[Dataset entries]
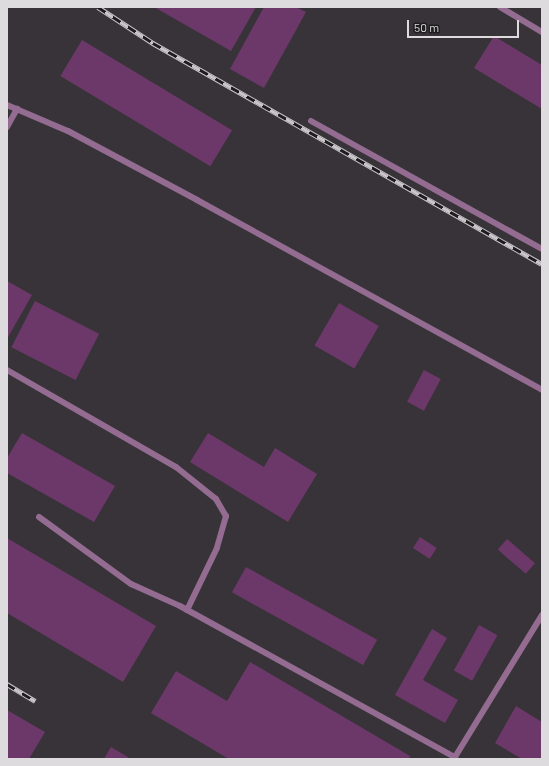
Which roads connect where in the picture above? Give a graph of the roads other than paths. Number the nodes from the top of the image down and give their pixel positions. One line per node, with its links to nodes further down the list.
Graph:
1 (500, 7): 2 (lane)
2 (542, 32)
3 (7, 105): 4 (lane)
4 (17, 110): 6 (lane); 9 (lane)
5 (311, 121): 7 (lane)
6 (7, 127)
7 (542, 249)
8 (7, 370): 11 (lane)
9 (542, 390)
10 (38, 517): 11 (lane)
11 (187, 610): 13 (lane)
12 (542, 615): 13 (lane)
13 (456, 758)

==

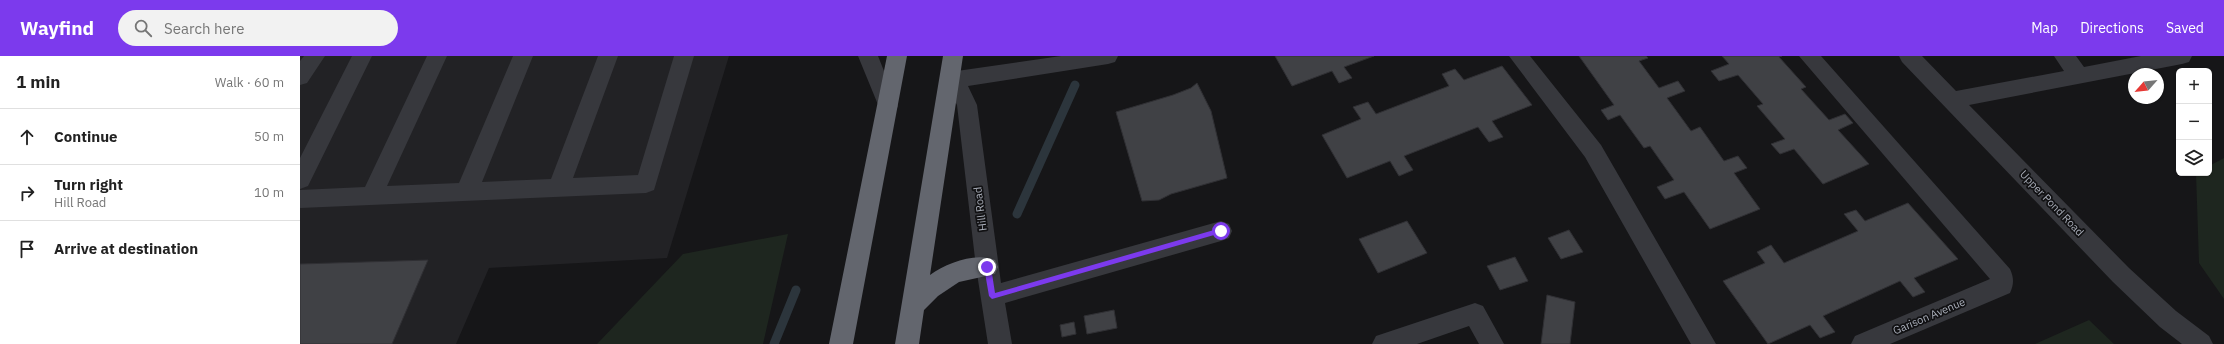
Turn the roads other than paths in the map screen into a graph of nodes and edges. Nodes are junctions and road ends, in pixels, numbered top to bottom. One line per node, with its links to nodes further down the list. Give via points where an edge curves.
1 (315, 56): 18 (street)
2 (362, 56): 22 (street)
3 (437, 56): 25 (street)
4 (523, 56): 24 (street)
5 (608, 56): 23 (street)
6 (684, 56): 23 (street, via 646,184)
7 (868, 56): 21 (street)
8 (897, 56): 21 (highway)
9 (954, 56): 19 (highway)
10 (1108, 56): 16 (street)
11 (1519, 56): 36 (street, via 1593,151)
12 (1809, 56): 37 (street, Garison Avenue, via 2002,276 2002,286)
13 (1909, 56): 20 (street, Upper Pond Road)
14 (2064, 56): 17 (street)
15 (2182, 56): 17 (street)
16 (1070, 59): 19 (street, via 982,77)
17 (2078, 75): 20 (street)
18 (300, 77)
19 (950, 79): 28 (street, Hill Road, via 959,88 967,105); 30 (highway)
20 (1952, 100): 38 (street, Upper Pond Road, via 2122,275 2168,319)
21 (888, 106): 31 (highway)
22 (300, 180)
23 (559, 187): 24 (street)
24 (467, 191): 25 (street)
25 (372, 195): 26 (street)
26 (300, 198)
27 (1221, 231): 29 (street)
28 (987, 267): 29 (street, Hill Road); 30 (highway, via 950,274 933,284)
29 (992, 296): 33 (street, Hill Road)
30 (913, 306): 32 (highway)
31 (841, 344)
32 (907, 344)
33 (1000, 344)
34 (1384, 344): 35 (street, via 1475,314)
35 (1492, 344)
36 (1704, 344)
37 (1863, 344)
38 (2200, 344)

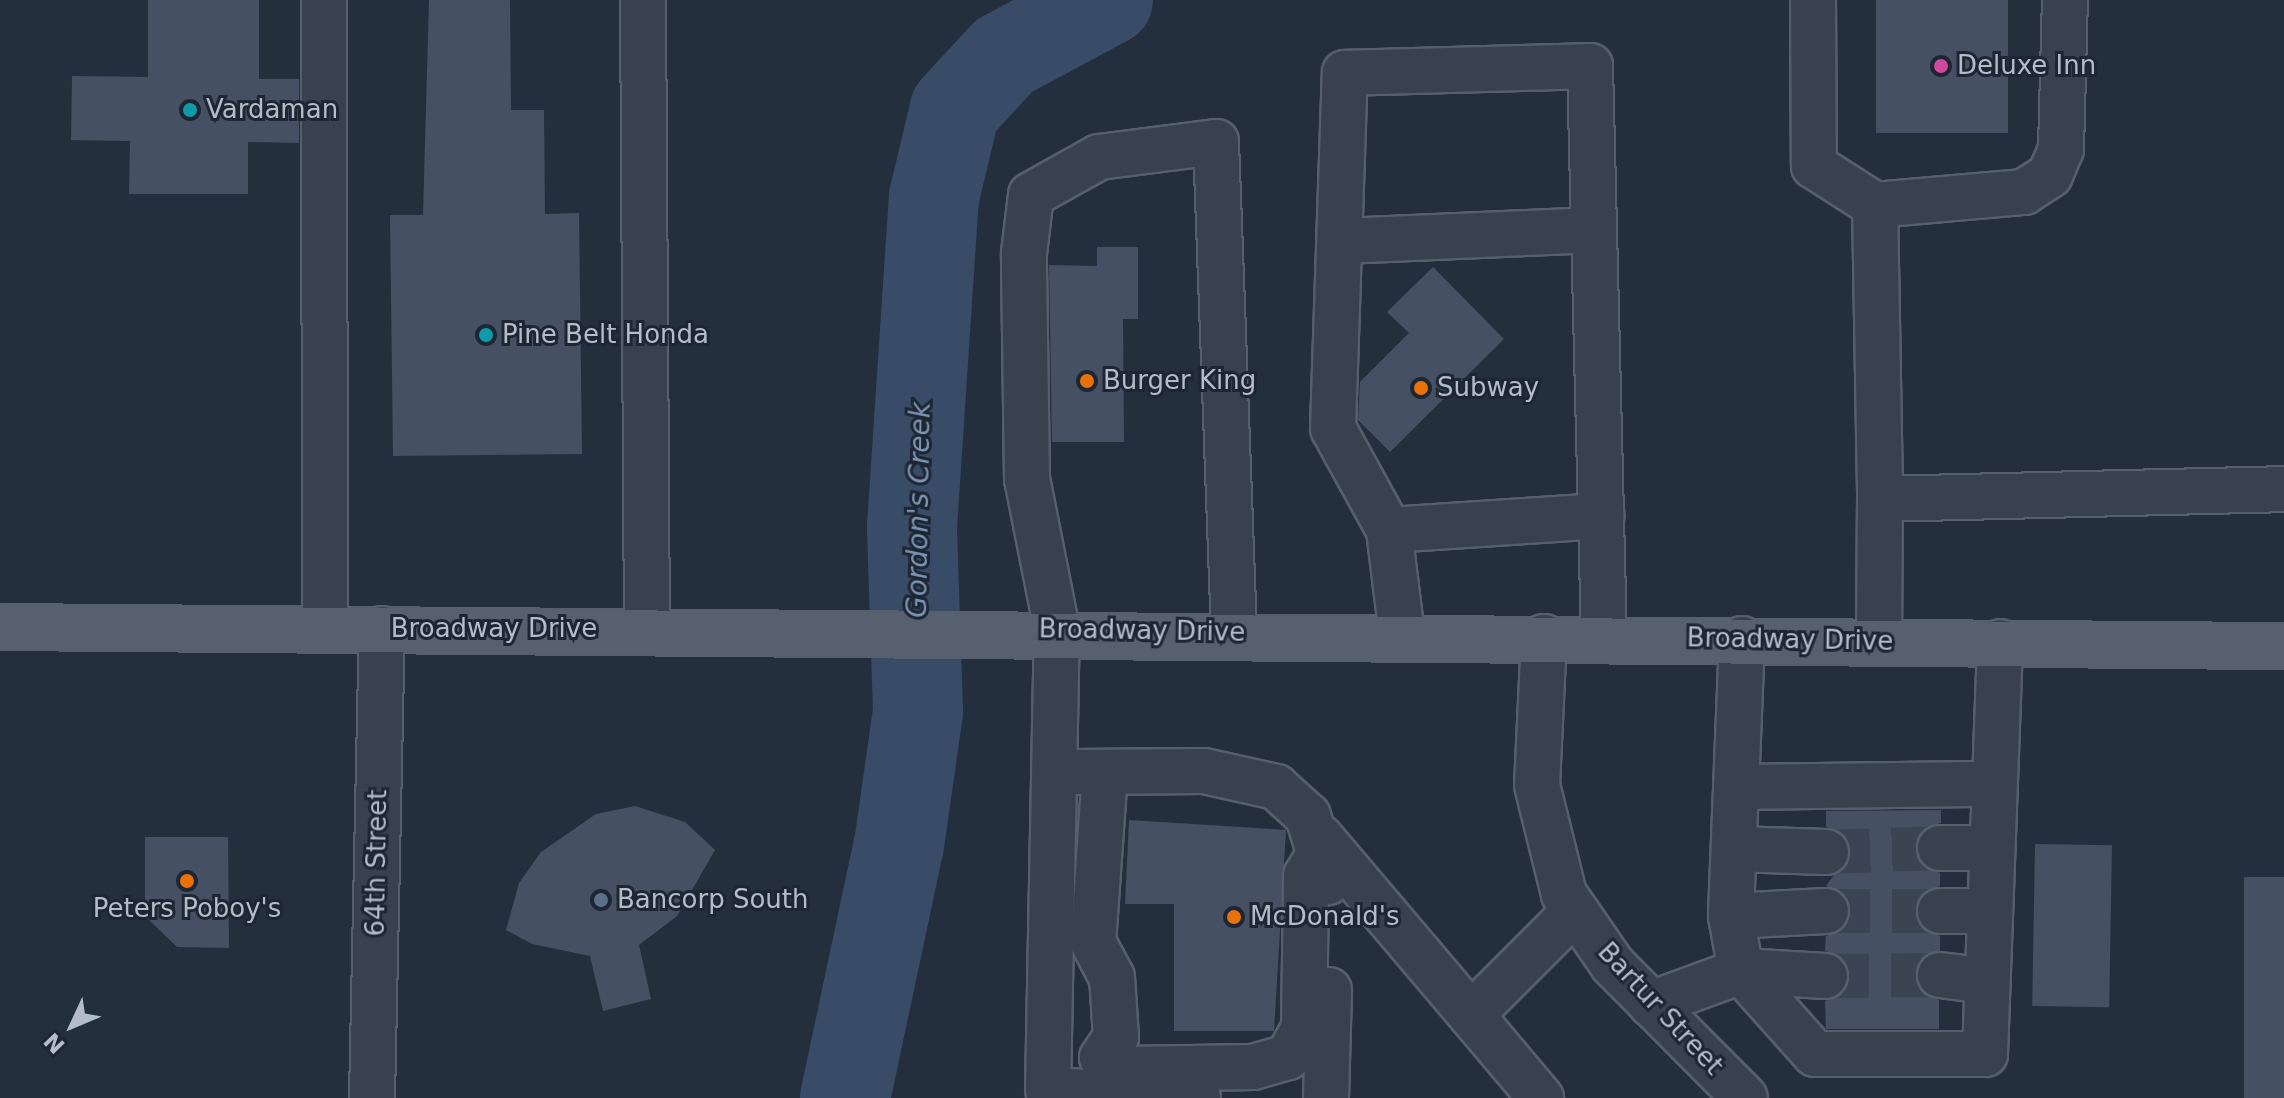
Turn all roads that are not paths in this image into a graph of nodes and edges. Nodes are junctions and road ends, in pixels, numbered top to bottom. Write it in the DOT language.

# Exercise aim:
Go through the records and report each line that contains "image".

# Exercise solution:
Which roads connect where in the picture above? Give a graph of the roads other than paths. Number the nodes from the top of the image down and give their pixel positions. One line per node, with its links to nodes further down the list.
Turn all roads that are not paths in this image into a graph of nodes and edges. Nodes are junctions and road ends, in pixels, numbered top to bottom. Write it in the DOT language.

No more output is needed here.